На седьмой день, вернувшись, я увидел, что дверь дома Латурелла открыта. Подумав было, что к нам забрался вор, я вошел бесшумно, на цыпочках — и обнаружил в прихожей чемоданы хозяина. Я кинулся в оранжерею — он возился там и выглядел крайне взвинченным.

— Что вы здесь делаете? Африканская экспедиция уже закончилась?

— По идее я еще должен быть там, — ответил он, возбужденно потирая руки. — Я сказался больным, чтобы вернуться в Европу.

— Как это?

Он поднял голову, лукаво подмигнул и показал на стоявший рядом металлический ящик высотой метра полтора.

— Вот из-за чего я вернулся.

— Что это?

— О! Вы сейчас удивитесь. Да что там, вы не поверите своим глазам!

Латурелл достал из кармана маленький ключик, отпер замок на ящике, осторожно приподнял крышку и поманил меня, приглашая заглянуть внутрь.

Я повиновался — и вскрикнул от изумления, увидев находившихся внутри монстров.

— Боже мой! Латурелл! Что это такое?

В ящике были три гигантских растения, в точности похожих на Dionaea muscipula, только чудовищно выросшую или увеличенную под лупой: толстые, как у сахарного тростника, стебли, листья размером с ракетки для пинг-понга и шипы с детские пальчики; а еще казалось, что кто-то подновил цвета — они прямо-таки били в глаза необычайной яркостью. Вдобавок от этих чудо-растений исходило совершенно особое ощущение опасности, что-то жутковатое и, другого слова не подберу, величественное — так становится не по себе подле крупного хищника; но кроме силы в них чувствовалась и какая-то неуловимая порочность, словно они были наделены душой истинного убийцы.

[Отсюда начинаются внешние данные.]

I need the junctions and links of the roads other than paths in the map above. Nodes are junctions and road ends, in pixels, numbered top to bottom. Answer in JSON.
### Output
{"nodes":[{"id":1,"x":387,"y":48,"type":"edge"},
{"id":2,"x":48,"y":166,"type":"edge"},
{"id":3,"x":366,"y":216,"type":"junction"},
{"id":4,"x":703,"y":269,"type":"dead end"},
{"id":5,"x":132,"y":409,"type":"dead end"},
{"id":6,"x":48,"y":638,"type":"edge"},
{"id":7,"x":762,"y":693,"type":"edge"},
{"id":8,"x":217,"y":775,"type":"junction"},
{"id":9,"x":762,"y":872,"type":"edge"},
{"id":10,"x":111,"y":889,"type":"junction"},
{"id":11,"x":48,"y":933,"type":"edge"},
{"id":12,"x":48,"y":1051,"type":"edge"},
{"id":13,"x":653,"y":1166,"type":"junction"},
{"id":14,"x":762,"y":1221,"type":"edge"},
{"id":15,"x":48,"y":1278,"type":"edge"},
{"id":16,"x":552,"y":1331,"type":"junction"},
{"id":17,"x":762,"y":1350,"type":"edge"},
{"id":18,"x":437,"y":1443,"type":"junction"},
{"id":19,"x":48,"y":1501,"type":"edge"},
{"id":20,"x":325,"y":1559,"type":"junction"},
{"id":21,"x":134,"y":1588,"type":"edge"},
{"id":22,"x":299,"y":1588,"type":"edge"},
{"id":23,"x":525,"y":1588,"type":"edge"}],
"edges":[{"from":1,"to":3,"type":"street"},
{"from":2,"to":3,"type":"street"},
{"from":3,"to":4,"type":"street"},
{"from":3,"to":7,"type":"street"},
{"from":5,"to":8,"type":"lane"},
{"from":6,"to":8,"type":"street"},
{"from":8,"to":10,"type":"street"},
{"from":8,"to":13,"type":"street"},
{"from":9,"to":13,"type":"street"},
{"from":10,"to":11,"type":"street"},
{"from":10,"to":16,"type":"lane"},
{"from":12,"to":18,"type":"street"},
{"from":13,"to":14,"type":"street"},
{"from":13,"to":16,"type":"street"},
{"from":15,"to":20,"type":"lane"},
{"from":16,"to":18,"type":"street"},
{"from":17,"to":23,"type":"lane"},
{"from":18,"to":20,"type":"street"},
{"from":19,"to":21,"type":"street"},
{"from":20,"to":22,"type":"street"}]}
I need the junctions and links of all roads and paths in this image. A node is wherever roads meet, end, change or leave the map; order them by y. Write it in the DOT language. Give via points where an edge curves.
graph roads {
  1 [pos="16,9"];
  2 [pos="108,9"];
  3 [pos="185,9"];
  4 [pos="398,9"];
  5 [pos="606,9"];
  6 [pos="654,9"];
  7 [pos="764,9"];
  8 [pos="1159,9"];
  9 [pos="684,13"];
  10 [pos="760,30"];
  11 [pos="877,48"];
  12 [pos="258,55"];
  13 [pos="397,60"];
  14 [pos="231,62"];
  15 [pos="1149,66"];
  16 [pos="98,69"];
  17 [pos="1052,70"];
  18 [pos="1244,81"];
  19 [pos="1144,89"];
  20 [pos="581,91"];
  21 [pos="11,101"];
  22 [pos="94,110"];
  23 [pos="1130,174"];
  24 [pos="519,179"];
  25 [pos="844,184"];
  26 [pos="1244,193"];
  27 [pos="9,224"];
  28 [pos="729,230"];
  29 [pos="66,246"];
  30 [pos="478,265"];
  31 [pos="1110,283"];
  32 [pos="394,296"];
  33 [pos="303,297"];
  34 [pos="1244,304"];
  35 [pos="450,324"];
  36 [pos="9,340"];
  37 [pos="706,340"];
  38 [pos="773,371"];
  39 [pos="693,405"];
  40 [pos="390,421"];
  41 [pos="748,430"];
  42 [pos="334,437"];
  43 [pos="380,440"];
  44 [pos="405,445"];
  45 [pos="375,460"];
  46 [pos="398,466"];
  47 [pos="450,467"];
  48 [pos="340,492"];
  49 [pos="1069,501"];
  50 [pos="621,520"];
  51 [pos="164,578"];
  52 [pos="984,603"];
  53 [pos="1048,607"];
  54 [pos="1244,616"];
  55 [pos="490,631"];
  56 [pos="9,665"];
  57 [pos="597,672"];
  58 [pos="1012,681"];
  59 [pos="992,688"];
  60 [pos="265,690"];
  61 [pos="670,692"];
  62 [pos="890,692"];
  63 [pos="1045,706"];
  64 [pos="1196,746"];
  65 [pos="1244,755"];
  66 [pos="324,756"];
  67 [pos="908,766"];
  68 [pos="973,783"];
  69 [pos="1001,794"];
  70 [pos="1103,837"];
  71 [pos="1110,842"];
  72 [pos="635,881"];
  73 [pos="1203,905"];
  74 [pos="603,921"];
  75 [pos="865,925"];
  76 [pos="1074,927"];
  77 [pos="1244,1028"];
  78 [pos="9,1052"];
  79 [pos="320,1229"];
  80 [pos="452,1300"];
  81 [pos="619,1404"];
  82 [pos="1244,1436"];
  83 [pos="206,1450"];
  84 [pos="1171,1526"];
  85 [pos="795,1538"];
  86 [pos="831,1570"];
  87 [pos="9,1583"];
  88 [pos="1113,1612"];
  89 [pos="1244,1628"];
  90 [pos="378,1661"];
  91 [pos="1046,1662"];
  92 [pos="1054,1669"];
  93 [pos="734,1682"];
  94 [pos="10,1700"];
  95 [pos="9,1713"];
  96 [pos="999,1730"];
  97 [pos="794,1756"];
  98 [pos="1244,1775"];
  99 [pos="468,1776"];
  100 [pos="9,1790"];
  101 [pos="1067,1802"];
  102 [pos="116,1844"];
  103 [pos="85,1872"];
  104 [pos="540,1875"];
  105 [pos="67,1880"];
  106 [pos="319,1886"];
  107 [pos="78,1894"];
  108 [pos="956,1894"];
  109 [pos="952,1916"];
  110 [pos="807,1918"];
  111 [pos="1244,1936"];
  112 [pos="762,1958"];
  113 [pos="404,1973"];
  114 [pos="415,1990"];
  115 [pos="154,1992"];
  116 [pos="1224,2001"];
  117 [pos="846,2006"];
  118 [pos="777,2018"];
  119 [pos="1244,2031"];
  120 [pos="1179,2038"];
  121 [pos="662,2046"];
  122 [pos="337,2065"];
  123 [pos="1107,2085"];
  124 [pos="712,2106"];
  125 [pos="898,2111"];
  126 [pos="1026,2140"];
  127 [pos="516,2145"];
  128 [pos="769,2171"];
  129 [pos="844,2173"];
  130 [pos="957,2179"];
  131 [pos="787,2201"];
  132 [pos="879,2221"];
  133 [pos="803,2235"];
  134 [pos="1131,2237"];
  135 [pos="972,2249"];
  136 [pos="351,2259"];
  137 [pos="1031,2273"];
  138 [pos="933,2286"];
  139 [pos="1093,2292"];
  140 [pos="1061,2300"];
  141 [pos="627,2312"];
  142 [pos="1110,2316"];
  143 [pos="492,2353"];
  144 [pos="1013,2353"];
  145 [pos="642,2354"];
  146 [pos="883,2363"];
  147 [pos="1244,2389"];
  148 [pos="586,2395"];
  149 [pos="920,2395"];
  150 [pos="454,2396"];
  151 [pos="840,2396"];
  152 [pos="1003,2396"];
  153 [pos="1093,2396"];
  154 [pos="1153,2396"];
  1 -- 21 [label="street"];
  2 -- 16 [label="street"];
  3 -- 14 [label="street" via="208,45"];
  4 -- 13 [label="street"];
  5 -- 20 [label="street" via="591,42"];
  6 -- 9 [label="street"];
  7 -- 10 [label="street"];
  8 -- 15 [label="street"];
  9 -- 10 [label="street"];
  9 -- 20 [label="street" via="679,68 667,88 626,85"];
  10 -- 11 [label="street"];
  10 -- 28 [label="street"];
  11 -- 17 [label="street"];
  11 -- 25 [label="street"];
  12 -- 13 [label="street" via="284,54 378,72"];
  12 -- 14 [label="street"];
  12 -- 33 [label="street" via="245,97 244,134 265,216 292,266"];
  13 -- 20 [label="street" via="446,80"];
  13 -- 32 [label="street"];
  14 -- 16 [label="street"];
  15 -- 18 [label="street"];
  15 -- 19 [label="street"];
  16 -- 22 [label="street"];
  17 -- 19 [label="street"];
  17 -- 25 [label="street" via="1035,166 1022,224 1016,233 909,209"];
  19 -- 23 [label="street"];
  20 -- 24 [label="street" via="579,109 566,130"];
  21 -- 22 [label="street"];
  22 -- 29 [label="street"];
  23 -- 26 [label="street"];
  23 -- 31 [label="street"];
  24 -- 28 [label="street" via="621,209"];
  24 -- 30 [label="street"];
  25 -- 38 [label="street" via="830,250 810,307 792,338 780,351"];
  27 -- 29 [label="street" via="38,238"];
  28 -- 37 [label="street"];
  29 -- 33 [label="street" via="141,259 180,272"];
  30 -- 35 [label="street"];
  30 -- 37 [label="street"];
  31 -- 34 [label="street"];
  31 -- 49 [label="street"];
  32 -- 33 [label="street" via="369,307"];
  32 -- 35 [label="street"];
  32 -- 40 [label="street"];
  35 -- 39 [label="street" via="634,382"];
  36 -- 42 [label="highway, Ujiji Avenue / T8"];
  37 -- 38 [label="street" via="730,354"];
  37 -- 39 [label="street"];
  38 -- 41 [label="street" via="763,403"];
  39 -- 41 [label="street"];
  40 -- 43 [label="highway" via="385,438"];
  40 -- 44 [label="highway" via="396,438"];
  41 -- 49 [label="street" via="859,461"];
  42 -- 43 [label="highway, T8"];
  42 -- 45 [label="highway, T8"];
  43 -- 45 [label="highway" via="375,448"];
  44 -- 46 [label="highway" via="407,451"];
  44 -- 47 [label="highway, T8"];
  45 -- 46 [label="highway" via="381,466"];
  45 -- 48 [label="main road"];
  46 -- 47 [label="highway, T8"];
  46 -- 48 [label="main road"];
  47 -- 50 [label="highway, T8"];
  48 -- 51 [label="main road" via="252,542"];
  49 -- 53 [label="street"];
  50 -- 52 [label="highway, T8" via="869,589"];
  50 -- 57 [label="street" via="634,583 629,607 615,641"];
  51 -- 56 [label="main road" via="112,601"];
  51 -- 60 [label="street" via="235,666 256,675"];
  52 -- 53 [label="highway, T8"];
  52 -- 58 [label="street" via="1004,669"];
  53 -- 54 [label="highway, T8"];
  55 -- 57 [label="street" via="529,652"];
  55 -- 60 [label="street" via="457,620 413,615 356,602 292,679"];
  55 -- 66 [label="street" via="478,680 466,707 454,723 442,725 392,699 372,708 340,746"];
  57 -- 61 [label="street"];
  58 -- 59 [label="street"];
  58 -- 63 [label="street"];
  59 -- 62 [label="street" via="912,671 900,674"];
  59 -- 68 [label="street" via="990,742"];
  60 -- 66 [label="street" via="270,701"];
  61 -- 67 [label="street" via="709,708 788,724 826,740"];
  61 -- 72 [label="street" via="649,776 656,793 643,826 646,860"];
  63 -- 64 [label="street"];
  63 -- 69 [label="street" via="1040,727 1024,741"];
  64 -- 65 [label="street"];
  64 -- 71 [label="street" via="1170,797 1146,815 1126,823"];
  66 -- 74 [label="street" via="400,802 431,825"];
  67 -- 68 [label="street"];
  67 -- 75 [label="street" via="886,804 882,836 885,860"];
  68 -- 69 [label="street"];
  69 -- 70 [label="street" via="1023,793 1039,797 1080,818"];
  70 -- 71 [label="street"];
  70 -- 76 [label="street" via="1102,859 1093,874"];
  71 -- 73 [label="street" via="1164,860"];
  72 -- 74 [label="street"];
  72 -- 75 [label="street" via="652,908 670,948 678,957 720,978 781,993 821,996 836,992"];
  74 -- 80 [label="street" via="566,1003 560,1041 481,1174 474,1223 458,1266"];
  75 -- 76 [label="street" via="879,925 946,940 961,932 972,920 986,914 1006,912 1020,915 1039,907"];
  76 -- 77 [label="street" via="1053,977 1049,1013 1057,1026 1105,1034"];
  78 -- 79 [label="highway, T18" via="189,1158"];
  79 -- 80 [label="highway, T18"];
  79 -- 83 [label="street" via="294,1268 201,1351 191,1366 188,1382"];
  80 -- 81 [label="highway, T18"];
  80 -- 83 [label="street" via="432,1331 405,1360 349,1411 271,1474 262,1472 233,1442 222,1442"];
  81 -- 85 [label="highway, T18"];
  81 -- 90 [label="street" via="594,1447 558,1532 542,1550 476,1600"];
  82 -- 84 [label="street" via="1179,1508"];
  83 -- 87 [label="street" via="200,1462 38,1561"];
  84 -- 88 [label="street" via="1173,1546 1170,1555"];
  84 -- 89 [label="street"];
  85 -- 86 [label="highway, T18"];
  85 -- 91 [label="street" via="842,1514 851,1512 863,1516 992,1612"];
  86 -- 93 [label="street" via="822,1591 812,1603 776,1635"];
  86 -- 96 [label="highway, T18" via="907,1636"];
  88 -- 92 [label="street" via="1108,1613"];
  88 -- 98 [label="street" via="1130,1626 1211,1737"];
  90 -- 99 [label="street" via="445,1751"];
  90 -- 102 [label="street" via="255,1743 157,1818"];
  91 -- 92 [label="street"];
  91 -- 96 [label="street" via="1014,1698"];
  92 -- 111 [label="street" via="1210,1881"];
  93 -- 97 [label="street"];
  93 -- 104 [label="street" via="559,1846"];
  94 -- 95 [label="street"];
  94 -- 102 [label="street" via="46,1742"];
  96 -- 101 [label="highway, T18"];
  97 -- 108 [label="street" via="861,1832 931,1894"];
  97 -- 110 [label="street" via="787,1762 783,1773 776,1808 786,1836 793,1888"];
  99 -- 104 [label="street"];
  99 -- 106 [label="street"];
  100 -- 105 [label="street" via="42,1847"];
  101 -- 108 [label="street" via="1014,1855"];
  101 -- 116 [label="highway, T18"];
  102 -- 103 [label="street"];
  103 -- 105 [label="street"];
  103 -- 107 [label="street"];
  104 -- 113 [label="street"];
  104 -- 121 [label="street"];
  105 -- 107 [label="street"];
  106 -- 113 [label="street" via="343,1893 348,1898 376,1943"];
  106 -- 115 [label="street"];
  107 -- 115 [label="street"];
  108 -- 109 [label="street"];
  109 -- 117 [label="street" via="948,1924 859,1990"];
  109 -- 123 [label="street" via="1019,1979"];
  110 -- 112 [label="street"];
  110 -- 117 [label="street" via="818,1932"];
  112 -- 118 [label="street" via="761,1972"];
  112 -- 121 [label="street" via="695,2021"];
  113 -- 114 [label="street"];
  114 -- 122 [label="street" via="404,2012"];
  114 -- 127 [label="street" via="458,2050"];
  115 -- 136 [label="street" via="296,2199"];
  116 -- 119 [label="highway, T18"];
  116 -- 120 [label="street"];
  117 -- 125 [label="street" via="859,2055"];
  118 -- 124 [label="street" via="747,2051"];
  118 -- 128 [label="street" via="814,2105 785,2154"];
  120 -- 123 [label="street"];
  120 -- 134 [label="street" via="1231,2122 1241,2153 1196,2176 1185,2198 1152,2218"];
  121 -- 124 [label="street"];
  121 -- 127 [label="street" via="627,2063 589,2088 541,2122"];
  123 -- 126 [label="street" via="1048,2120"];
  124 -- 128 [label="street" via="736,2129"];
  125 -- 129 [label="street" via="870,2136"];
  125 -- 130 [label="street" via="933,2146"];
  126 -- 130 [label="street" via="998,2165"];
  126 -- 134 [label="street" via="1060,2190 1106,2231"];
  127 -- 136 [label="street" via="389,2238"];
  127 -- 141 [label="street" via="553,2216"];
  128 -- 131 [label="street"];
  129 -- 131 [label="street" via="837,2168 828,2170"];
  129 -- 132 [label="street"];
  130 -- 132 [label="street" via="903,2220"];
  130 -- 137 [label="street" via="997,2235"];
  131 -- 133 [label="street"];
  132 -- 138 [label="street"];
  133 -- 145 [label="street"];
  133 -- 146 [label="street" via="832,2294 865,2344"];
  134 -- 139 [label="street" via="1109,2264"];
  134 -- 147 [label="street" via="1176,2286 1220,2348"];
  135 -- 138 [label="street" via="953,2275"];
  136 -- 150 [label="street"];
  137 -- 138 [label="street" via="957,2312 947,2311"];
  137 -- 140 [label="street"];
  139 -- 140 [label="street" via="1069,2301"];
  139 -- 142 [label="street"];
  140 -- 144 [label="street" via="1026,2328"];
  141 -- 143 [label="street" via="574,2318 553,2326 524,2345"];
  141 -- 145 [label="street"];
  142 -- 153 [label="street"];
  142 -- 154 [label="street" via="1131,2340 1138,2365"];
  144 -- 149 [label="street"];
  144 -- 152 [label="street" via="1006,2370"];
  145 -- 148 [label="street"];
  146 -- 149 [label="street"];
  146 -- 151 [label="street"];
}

— Я нашел их близ Ндоло, на поляне, на высоте две тысячи метров, — объяснил Латурелл. — Я был один; чтобы сохранить мое открытие в тайне, я ни слова не сказал остальным и молился, чтобы они тоже на них не наткнулись. Потом, изобразив дурноту и бред, я добился своего: Гальто приказал отправить меня назад в Лондон. Меня поручили заботам местных жителей, чтобы доставить в ближайшую деревню; когда мы отошли достаточно далеко от лагеря, я велел им повернуть обратно, и мы отправились на поиски необычайных растений, которые я видел. Мы нашли их десятки, одно другого крупнее. Туземцы утверждали, что видят их впервые, но один сказал, что слышал в своей деревне старую легенду об огромных цветах, которые ловят птиц на лету, а ночами подползают к хижинам и едят младенцев.

Поведение Латурелла, скажу вам прямо, меня глубоко возмутило. Что он потерял голову от этих невероятных растений — еще куда ни шло, такое естественно для ботаника; но он скрыл свое открытие от коллег, хуже того, солгал им, чтобы ни с кем его не делить, — вот это было, на мой взгляд, постыдно. Он от моих упреков только отмахнулся; ничто больше не имело для него значения, кроме этих монстров, взявших над его рассудком такую же власть, что картина великого мастера над коллекционером или сундук с золотом над скупцом.

— Ну же, помогите мне их достать, — потребовал он, прекращая спор. — Мы посадим их здесь — нет, пожалуй, вон там, на лучшем месте, где у нас Dionaea muscipula.

— А что же делать с muscipula?

— Делайте с ней что хотите. Вот что: как мы их назовем? Нужно им дать имя, не правда ли? А! Знаю. Друг мой, перед вами Dionaea tourella — дионея Латурелла! Что скажете?